Until the other day, inspiration hit. Actually just my stupidity hit and then afterwards came the inspiration. And I have to thank Enrique Iglesias for this story.
![]() |
| also if you look up ANY picture of Enrique...this is the look you get |
It isn't a long one, nor is it as classically funny as my obsession with Jasmine. It's just a simple story to give you a taste of the everyday life for me. Which isn't all Jasmine and Bret Michaels
So one day my boyfriend and I went camping. Woo! Big story! Anywho...we were driving home after and he decided to let me pick the music. Big mistake.
My music is the kind of music a tween would love. I'm talking pop hits galore on my ipod. Yeah...well I was searching through my list of songs trying to pick one that wasn't overly sappy or country (both of which my boyfriend has banned from his truck). Fine. I can work within those parameters.
Or I can choose to ignore them entirely.
Which of course lead to my song of choice. I looked over at him and said "I found one you'll really like"
I could tell from the look on his face he had already guessed it wasn't going to be one he would like. But without a care in the world I hit play and cranked the speakers.
This is what played
I looked at him and without inhibition I began to sing to him. With all the soul of Aretha Franklin. The pain of Enrique. I imagined I was the one hopelessly dying in the rain due to gang members. Burning hundred dollar bills. Defending my scantily clad bitch(Jennifer Love Hewitt) against Mickey Rourke (I know, that's what I said. How in the frick did Enrique get all these big names?)
In hopes (I think) to drown me out he turned it up(correction: according to him he actually likes this song). I sang louder. I pulled out all my passion as the chorus began. I wasn't even drunk.

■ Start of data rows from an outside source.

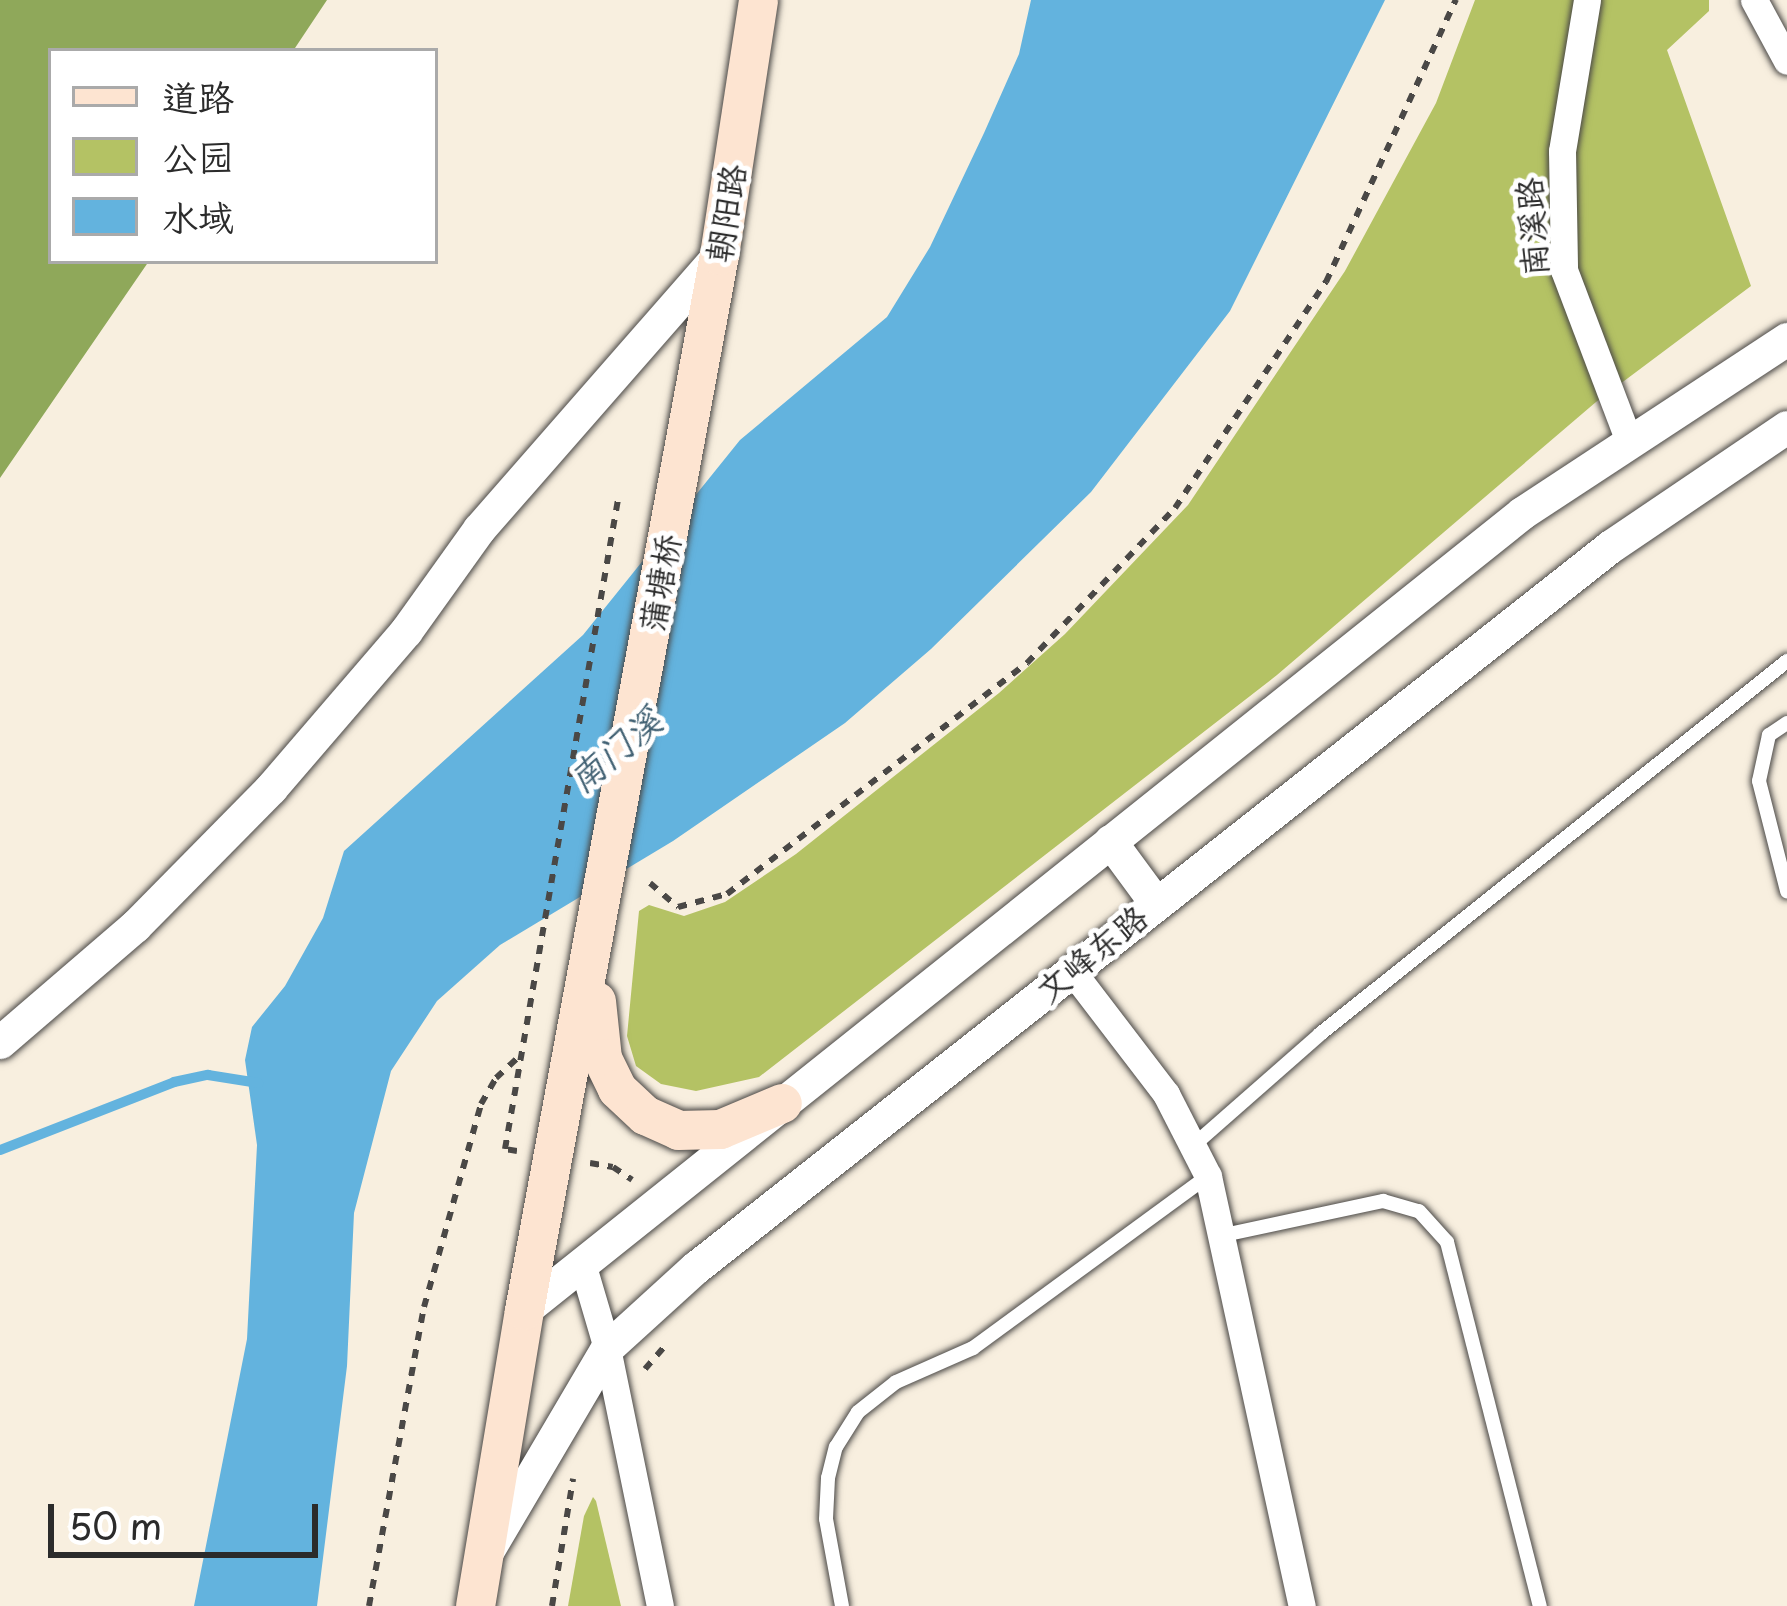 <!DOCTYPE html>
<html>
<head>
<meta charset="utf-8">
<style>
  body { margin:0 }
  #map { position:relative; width:1787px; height:1606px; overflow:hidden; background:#f8efdf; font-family:"Playpen Sans","LXGW WenKai TC",sans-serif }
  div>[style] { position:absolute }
  .green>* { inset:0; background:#b4c264 }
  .forest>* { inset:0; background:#8fa85a }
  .water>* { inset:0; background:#63b3de }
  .stream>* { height:10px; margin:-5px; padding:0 5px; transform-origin:5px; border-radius:5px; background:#63b3de }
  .path>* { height:6px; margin-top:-3px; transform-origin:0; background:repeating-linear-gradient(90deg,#4a4846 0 9px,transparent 0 18px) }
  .roads { filter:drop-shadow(0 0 3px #4a4846) drop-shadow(0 0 3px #4a4846) }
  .service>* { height:14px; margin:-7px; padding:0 7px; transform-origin:7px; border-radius:7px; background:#fff }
  .minor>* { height:27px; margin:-13.5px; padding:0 13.5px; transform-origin:13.5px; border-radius:13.5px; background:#fff }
  .tertiary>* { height:33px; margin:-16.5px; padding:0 16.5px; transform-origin:16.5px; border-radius:16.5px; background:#fff }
  .secondary>* { height:39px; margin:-19.5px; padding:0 19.5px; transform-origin:19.5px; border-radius:19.5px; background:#fde4d1 }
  span { translate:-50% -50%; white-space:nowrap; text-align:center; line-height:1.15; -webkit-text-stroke:10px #fff; paint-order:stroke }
  .street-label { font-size:33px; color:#2b2b2b }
  .water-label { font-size:36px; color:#416173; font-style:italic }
  .legend { position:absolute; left:48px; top:48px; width:390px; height:216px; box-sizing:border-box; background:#fff; border:3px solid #aaa; margin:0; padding:15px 21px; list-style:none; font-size:36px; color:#2b2b2b }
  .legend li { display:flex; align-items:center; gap:24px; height:60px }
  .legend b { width:60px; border:3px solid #aaa }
  .scale { position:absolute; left:48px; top:1504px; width:270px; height:54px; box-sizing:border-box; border:6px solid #2b2b2b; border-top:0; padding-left:15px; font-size:36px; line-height:42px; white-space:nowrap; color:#2b2b2b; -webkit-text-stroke:9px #fff; paint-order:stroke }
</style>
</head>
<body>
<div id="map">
  <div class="green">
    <div style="clip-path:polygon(1475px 0,1709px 0,1709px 11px,1667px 50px,1751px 286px,1596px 402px,1277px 675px,759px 1077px,696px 1091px,661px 1084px,636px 1066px,627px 1036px,639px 911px,649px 905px,684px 916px,725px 902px,796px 854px,999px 693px,1065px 634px,1188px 505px,1345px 271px,1436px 103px)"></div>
    <div style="clip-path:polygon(593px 1497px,596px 1501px,621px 1606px,568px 1606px,584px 1516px)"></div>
  </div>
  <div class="forest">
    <div style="clip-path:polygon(0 0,327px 0,293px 51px,51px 51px,51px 261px,149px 261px,0 478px)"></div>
  </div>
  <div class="water">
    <div style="clip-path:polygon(1031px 0,1385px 0,1230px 311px,1091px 492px,931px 649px,845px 723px,673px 841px,500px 945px,437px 1001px,391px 1071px,354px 1213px,347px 1366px,317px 1606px,194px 1606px,247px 1339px,257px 1145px,245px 1060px,252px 1027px,285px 986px,323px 918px,344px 851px,583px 635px,740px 440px,887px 317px,930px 247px,984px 133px,1019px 54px)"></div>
  </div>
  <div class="stream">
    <div style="left:0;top:1150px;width:187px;rotate:-21.3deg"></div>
    <div style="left:174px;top:1082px;width:35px;rotate:-12deg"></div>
    <div style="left:208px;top:1075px;width:51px;rotate:9.1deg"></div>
  </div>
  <div class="path">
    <div style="left:650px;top:883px;width:37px;rotate:41deg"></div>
    <div style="left:678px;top:907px;width:51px;rotate:-14.9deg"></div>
    <div style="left:727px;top:894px;width:379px;rotate:-37.6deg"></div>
    <div style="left:1027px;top:663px;width:214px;rotate:-46.3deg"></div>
    <div style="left:1175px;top:508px;width:272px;rotate:-56.3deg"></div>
    <div style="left:1326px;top:282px;width:311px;rotate:-65.3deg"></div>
    <div style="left:517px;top:1151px;width:12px;rotate:-171deg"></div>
    <div style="left:505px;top:1149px;width:665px;rotate:-80.13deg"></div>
    <div style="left:590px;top:1163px;width:23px;rotate:10deg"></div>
    <div style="left:613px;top:1167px;width:23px;rotate:34deg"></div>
    <div style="left:645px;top:1369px;width:35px;rotate:-49deg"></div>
    <div style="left:369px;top:1606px;width:304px;rotate:-79.6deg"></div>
    <div style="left:424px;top:1307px;width:211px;rotate:-74.3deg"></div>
    <div style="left:481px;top:1104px;width:30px;rotate:-60deg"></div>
    <div style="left:496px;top:1078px;width:34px;rotate:-43deg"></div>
    <div style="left:552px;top:1606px;width:129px;rotate:-80.6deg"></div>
  </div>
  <div class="roads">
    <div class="service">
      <div style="left:1787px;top:723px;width:22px;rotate:146deg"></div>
      <div style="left:1769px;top:735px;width:47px;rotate:102.3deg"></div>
      <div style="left:1759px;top:781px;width:114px;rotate:75.7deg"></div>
      <div style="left:1195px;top:1144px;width:167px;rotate:-41.3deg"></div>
      <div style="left:1320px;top:1034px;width:598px;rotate:-38.61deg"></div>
      <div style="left:1224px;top:1235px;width:163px;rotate:-12.1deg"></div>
      <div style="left:1383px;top:1201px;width:37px;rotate:16deg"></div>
      <div style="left:1419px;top:1211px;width:42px;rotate:47.9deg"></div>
      <div style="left:1447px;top:1242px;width:376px;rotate:75.7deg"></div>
      <div style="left:842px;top:1606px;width:88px;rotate:-100.4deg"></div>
      <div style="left:826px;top:1519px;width:41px;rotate:-87.2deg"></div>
      <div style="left:828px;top:1478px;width:32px;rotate:-76deg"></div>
      <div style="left:836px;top:1447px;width:41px;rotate:-57.8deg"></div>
      <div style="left:858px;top:1412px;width:48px;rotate:-38.3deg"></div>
      <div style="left:896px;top:1382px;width:84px;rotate:-23.8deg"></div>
      <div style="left:973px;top:1348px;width:291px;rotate:-36.2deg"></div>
    </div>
    <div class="minor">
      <div style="left:1587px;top:0;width:153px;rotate:99.4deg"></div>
      <div style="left:1562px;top:151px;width:119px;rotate:89deg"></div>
      <div style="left:1564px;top:270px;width:183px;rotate:69.2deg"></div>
      <div style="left:1754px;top:0;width:69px;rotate:61.6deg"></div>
      <div style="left:1072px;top:971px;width:155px;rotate:52.6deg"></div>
      <div style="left:1166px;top:1094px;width:92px;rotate:62.9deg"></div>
      <div style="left:1208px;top:1176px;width:440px;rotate:77.7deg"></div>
      <div style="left:582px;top:1263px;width:89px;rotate:73.6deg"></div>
      <div style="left:607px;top:1348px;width:263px;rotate:78.4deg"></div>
    </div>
    <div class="tertiary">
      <div style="left:1110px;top:841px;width:76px;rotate:53.6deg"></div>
      <div style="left:0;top:1042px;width:178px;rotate:-40.7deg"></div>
      <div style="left:135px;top:926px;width:194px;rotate:-45.4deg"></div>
      <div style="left:271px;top:788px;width:207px;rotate:-49.3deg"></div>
      <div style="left:406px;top:631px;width:125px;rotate:-54.4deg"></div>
      <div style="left:479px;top:529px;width:364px;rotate:-48.8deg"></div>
      <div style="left:524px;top:1310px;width:1277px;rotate:-38.61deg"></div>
      <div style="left:1522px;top:513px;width:317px;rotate:-33.3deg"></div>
      <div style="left:488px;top:1550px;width:234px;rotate:-59.5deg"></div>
      <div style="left:607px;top:1348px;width:119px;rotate:-42.3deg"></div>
      <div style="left:695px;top:1268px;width:1166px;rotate:-38.25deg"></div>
      <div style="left:1611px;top:546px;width:212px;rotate:-34.1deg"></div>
    </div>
    <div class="secondary">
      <div style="left:596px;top:1001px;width:57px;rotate:84deg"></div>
      <div style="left:602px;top:1058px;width:34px;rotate:64deg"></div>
      <div style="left:617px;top:1089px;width:38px;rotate:43deg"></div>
      <div style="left:645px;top:1115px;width:36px;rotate:24deg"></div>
      <div style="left:678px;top:1130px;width:42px;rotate:-1.4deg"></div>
      <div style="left:720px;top:1129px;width:67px;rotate:-22.8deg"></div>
      <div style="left:475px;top:1606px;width:300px;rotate:-80.6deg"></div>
      <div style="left:524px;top:1310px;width:1073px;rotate:-79.53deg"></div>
      <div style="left:719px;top:255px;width:258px;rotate:-81.3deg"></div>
    </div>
  </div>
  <div class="street-label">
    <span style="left:725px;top:213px;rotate:-81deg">朝阳路</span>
    <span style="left:1531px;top:227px;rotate:-94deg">南溪路</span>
    <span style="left:659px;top:583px;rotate:-80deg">蒲塘桥</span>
    <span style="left:1091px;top:953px;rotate:-39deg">文峰东路</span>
  </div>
  <div class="water-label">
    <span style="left:614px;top:749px;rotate:-40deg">南门溪</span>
  </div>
  <ul class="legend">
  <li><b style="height:15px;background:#fde4d1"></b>道路</li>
  <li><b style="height:33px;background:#b4c264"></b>公园</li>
  <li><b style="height:33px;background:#63b3de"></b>水域</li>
  </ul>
  <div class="scale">50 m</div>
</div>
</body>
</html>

We pulled up to the stop lights. Oh did I mention our windows were open? Key point there.
Anyways, as we pulled up to the light an S.U.V. with a mother and her two daughters pulled up beside us. I was belting out the chorus at the top of my lungs. It was at this moment I opened my eyes and realized that I would never sing in public again.
As I looked over the vehicle beside us I see the mother rolling down the window for both her daughters and her to hear to my heartfelt song to my boyfriend.
And. They were LAUGHING.
They literally rolled down their windows simply to watch me make a fool of myself.What kind of devil woman promotes bullying in her children?
I suddenly felt a surge of tween-like self-consciousness and instantly ended my heartfelt display of musical prowess. Enrique would have to go it alone for the rest of the song. (Which lets be honest, up to that point I really did carry him).
Lesson: Singing to your boyfriend...embarrassing. Having small children watch while you sing to your boyfriend and then laughing...so much WORSE.
Small children are mean these days. Perhaps that is where my desire to teach stems from. Now don't get thinking it's because I want to stop kids from bullying. No it's to get back at those little demons and to take out all my pent-up childhood memories of being bullied on them. Then they will know how it feels and I'll inadvertently get back at every bully I've ever faced! Such a healthy compromise.
You watch your back spawn of Satan...I'm coming to get you and you will regret the day you ever laughed at Enrique.